Pero dejando a un lado la mala publicidad, y debo señalar que hay asientos a precios razonables disponibles así como los asientos premium en los que se han centrado los periódicos, ¿ofrece el programa una buena relación calidad-precio en cuanto a entretenimiento?
Cualquiera que haya visto la película encontrará todo aquí agradablemente familiar porque la adaptación de Thomas Meehan y Bob Martin sigue prácticamente el guion de la película, al menos en el primer acto.
Para quienes no lo sepan, sin embargo, esta es la historia de Buddy, interpretado aquí por Ben Forster, un adulto criado por elfos en la gruta de Papá Noel en el Polo Norte. Cuando Buddy descubre que en realidad es humano, se marcha a Nueva York para encontrar a su verdadero padre. Pero el padre es duro y estresado ejecutivo editorial Walter Hobbs (interpretado por un poco convincente Joe McGann), que apenas tiene tiempo ni para la sentimentalidad de la temporada ni para un hijo sorpresa que se cree un duende.
A su alrededor, Buddy se encuentra con una actitud cínica sobre la Navidad que choca con su propia visión dulcemente ingenua de las cosas. Y eso incluye a Jovie, trabajadora de un gran almacene, emocionalmente dañada, interpretada por Kimberley Walsh , con quien Buddy entabla amistad.
Ben Forster es totalmente ganador como Buddy y lleva prácticamente toda la serie con su entusiasmo contagioso y su encantadora interpretación cómica. Por cierto, cuando Forster termina su etapa en Elf, se traslada al otro lado de Londres al Her Majesty's Theatre para asumir el papel principal en El Fantasma de la Ópera —prueba, si es que hacía falta, de su versatilidad.
Kimberley Walsh realza su credibilidad en el teatro musical con una buena interpretación de Jovie, pero en realidad sentí que estaba bastante infrautilizada y me habría gustado verla más.
La banda sonora de Mathew Sklar y Chad Beguelin tiene un par de canciones pegadizas, pero la mayoría son funcionales más que memorables. Y la exposición solo cobra vida en las piezas corales. Siendo el Dominion un teatro tan grande, las escenas más pequeñas carecían de energía para llenar el espacio y, como consecuencia, todo se sentía un poco irregular.
Al final, hay pocas sorpresas sobre cómo acaban las cosas en lo que es un cuento navideño simple, predecible y sin exigencias, con verdadero significado que es difícil ser demasiado barato.
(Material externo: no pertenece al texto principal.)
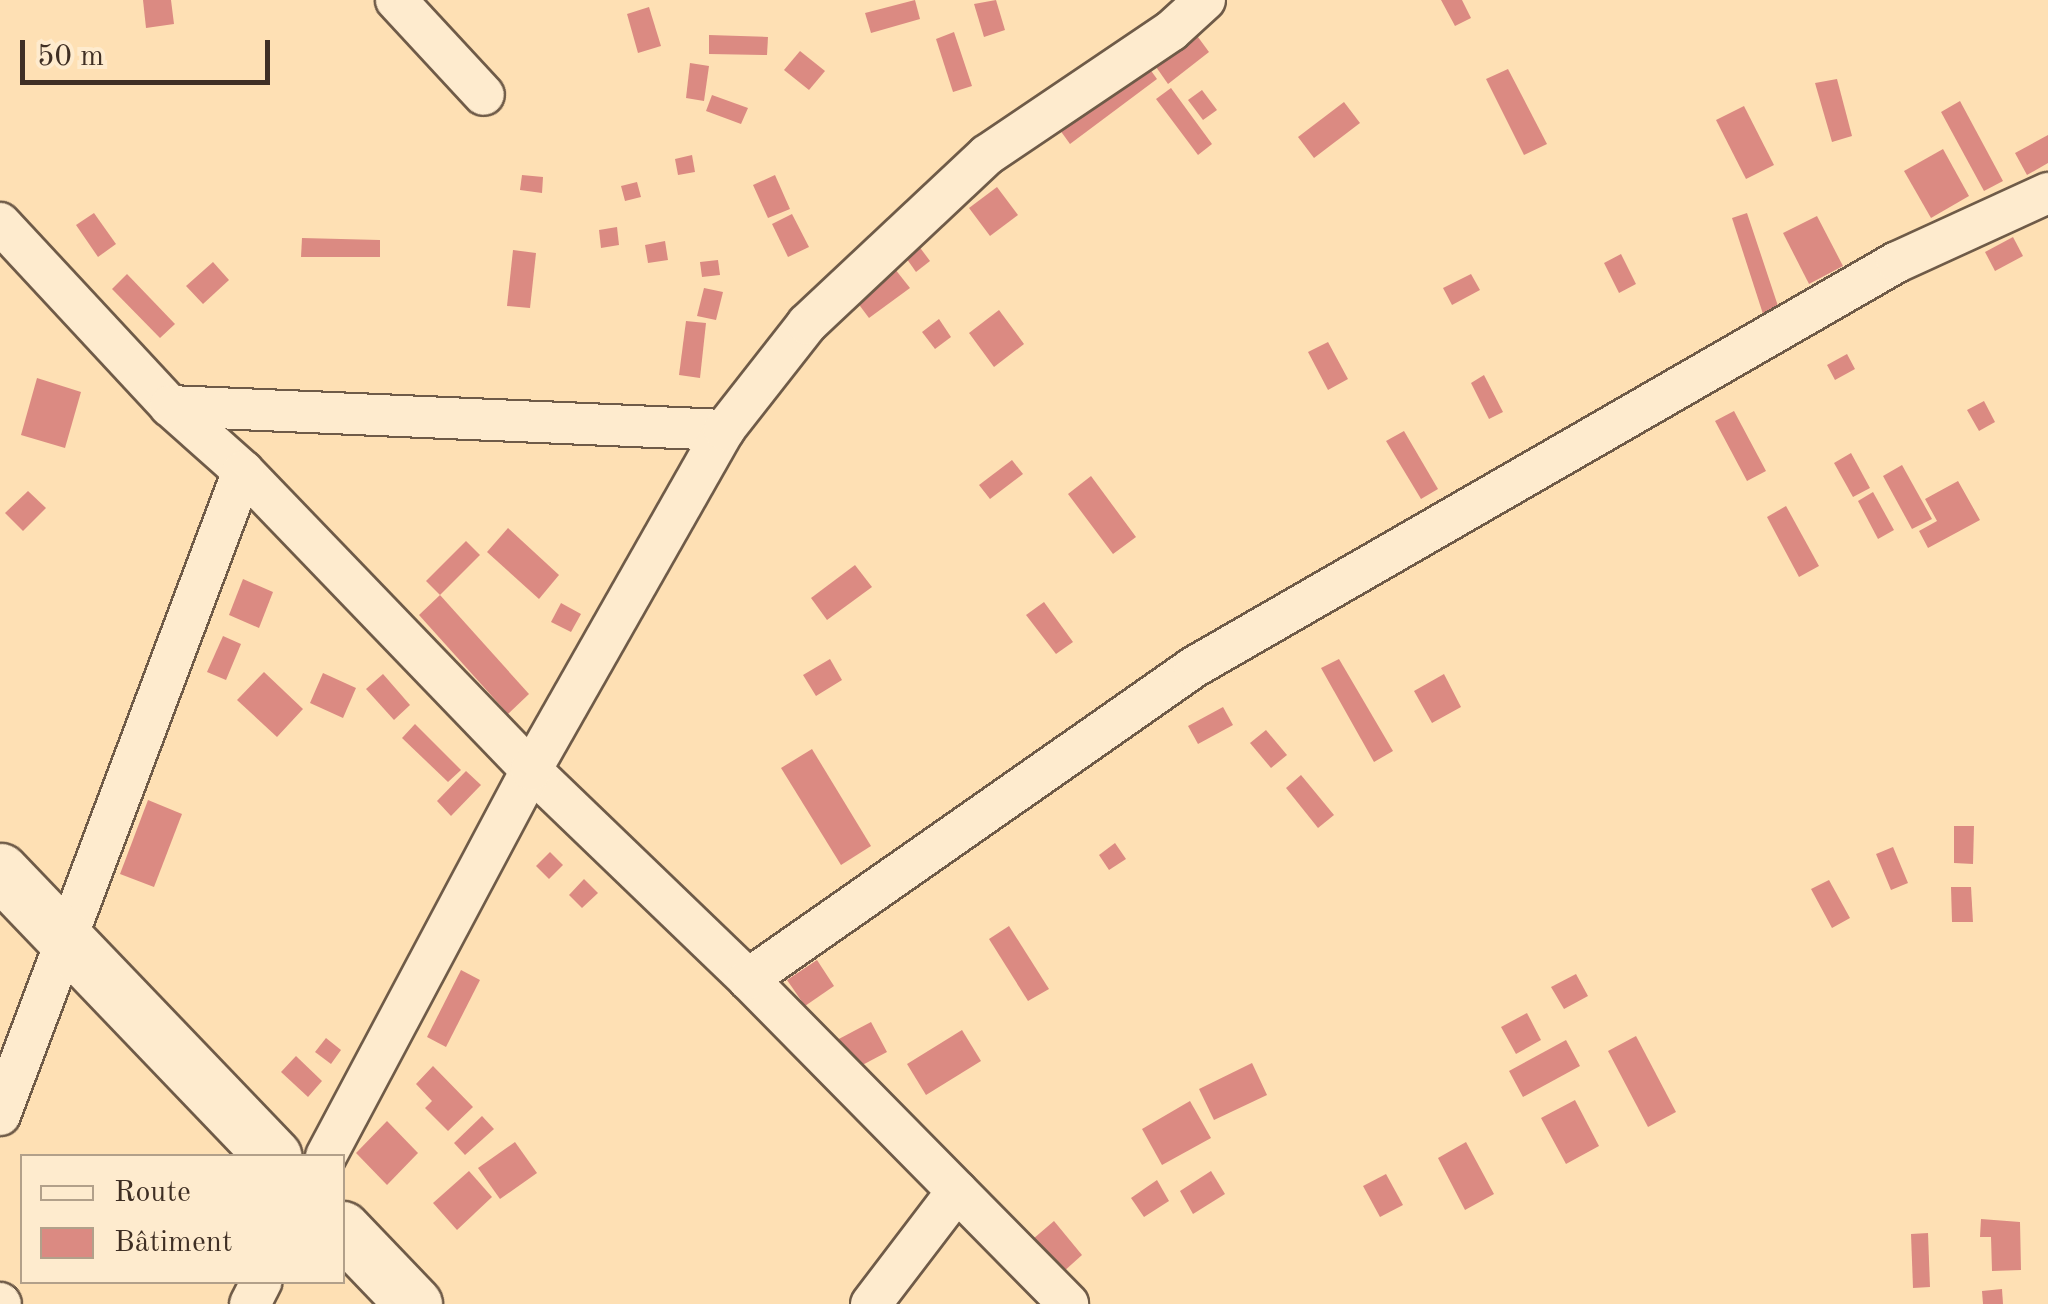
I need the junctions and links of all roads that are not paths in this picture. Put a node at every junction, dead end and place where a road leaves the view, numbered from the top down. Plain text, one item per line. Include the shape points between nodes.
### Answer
1 (396, 0) edge
2 (1205, 0) edge
3 (484, 95) dead end
4 (2048, 192) edge
5 (0, 222) edge
6 (170, 406) junction
7 (724, 430) junction
8 (243, 471) junction
9 (531, 770) junction
10 (0, 871) edge
11 (64, 937) junction
12 (748, 980) junction
13 (0, 1115) edge
14 (271, 1154) edge
15 (327, 1154) edge
16 (958, 1191) junction
17 (345, 1233) edge
18 (414, 1304) edge
19 (872, 1304) edge
20 (1068, 1304) edge

1 - 3 street
2 - 7 street via 1171,31 988,155 807,324
4 - 12 street via 1897,262 1194,666
5 - 6 street
6 - 7 street
6 - 8 street
7 - 9 street
8 - 9 street
8 - 11 street
9 - 12 street
9 - 15 street
10 - 11 street
11 - 13 street
11 - 14 street
12 - 16 street
16 - 19 street
16 - 20 street
17 - 18 street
Atraerá a un público familiar, ya que hay suficientes referencias cómicas para mamá y papá, y suficiente humor despreocupado y una encantadora escena de paseos en trineo que atraerá a niños de todas las edades. Elf está lejos de ser perfecto; divertido en algunos momentos más que una experiencia mágica que realmente derrita el corazón de quienes tienen una actitud fría hacia la Navidad.